Data supplied:
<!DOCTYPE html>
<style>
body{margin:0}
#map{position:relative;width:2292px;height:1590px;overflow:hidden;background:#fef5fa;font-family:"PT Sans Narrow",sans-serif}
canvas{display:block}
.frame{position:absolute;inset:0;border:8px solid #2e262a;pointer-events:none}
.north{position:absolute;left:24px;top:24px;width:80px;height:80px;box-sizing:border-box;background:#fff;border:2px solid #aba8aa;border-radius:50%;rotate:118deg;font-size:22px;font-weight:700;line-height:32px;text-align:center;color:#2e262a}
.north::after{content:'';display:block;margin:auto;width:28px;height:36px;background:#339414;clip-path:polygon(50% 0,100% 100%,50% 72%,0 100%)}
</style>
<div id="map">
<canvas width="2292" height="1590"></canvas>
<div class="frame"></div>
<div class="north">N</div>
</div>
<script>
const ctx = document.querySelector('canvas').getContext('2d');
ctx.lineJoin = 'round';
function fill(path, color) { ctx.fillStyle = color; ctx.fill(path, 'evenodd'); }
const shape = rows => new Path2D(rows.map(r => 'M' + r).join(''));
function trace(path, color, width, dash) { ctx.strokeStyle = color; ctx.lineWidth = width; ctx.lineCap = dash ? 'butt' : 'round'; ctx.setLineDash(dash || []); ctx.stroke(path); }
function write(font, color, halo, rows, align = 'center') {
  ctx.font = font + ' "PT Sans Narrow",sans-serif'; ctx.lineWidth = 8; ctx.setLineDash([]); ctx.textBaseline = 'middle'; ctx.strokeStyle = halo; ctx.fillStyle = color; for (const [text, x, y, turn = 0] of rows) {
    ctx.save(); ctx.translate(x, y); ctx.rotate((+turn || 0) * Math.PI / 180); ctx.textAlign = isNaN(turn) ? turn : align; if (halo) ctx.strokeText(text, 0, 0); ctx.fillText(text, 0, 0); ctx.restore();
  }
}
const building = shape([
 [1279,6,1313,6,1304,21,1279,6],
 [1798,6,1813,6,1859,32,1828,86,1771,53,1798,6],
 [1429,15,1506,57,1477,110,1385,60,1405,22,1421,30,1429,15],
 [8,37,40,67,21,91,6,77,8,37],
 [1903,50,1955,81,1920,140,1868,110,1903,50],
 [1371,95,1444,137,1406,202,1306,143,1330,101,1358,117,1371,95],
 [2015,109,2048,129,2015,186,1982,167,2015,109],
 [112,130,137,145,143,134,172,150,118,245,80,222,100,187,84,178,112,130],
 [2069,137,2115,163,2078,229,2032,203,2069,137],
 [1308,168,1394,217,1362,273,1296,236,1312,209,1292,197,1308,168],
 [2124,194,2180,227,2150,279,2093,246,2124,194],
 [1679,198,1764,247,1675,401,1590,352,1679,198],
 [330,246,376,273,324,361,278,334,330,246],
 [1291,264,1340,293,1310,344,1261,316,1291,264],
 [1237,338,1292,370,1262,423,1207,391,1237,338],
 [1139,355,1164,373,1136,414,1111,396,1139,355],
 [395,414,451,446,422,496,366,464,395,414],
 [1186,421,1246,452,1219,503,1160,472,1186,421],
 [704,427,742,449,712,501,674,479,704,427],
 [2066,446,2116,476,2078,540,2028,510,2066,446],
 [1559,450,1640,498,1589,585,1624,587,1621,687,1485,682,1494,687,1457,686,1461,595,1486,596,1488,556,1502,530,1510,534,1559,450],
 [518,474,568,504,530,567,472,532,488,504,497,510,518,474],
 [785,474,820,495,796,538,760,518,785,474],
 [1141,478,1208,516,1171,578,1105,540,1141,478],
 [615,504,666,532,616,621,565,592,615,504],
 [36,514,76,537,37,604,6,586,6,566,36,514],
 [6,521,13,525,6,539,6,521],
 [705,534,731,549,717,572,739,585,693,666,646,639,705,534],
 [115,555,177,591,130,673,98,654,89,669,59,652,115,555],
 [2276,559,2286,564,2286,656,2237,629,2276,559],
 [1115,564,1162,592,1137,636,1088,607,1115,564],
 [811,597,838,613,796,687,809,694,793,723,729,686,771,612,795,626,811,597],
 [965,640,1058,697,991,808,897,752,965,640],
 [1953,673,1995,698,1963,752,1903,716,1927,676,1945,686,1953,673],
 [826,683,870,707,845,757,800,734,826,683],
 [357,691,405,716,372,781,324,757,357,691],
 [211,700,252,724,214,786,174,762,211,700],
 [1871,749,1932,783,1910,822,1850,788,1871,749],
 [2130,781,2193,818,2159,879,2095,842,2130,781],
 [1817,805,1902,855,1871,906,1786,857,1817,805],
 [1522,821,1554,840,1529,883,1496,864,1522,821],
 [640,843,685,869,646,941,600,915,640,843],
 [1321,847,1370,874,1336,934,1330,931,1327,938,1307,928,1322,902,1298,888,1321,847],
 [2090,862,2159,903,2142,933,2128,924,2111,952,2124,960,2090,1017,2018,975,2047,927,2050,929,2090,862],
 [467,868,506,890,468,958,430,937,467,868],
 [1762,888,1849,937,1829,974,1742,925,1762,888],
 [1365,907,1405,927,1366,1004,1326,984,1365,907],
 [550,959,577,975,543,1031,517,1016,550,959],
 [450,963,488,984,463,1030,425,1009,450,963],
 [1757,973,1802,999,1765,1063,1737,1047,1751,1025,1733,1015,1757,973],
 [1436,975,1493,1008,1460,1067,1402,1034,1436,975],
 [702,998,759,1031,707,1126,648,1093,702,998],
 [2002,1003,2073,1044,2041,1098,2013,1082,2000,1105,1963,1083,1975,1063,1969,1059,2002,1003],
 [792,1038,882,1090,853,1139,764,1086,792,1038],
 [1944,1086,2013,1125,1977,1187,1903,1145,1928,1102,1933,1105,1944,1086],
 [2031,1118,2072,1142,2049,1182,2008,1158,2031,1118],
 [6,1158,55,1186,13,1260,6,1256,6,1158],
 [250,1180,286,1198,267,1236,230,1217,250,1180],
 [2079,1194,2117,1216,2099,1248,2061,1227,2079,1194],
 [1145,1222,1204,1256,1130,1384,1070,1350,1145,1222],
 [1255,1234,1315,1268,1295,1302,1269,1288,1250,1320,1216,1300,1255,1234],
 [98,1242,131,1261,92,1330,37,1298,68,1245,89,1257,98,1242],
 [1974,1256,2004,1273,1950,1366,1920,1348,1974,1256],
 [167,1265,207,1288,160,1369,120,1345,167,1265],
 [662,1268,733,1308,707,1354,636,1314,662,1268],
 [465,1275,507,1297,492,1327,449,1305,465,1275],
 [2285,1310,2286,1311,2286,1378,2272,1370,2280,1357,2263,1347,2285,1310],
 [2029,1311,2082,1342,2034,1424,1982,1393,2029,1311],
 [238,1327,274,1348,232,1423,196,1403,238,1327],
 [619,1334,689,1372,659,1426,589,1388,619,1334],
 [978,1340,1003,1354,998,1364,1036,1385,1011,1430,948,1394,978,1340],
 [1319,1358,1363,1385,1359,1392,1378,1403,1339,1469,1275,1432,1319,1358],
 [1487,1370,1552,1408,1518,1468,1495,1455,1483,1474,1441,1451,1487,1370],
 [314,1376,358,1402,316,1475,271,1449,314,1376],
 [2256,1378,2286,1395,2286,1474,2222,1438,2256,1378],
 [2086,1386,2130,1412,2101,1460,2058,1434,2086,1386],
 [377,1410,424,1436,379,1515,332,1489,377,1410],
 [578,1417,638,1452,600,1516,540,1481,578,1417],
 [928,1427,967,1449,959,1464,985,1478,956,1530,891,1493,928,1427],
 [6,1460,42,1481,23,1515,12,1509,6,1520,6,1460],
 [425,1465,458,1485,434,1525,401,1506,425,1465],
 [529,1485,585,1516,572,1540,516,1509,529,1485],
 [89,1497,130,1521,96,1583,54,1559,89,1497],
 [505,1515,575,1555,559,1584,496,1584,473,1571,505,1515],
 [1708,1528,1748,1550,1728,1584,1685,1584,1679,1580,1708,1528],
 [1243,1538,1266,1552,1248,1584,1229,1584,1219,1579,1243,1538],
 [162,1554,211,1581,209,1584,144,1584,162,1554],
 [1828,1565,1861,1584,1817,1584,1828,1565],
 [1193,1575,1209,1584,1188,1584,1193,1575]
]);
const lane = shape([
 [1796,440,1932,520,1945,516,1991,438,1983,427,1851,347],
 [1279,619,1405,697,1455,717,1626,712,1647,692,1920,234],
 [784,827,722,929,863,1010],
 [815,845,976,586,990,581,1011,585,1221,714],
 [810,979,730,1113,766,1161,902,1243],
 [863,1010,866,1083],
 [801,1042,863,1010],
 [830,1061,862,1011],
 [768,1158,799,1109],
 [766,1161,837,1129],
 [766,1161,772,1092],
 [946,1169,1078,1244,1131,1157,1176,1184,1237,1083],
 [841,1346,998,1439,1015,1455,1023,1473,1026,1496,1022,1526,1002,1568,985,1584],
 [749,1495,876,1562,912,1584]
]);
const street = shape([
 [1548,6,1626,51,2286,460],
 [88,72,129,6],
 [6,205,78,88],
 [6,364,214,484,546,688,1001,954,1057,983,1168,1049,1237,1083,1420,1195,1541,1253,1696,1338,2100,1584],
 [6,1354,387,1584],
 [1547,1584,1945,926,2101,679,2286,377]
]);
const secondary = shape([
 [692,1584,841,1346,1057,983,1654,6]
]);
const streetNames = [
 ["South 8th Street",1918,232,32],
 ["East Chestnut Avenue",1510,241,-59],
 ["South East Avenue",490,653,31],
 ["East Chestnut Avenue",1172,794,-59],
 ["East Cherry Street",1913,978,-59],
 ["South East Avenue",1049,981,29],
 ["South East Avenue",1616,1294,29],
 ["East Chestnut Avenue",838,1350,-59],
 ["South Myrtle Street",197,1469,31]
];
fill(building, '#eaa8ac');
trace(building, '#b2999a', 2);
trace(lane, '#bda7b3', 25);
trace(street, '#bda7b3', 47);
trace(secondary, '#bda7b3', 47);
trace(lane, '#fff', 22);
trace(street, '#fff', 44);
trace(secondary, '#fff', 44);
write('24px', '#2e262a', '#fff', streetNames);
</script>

Exercise instructions:
Every line of the records that includes the word "serif" should be gathered.

Result below:
#map{position:relative;width:2292px;height:1590px;overflow:hidden;background:#fef5fa;font-family:"PT Sans Narrow",sans-serif}
  ctx.font = font + ' "PT Sans Narrow",sans-serif'; ctx.lineWidth = 8; ctx.setLineDash([]); ctx.textBaseline = 'middle'; ctx.strokeStyle = halo; ctx.fillStyle = color; for (const [text, x, y, turn = 0] of rows) {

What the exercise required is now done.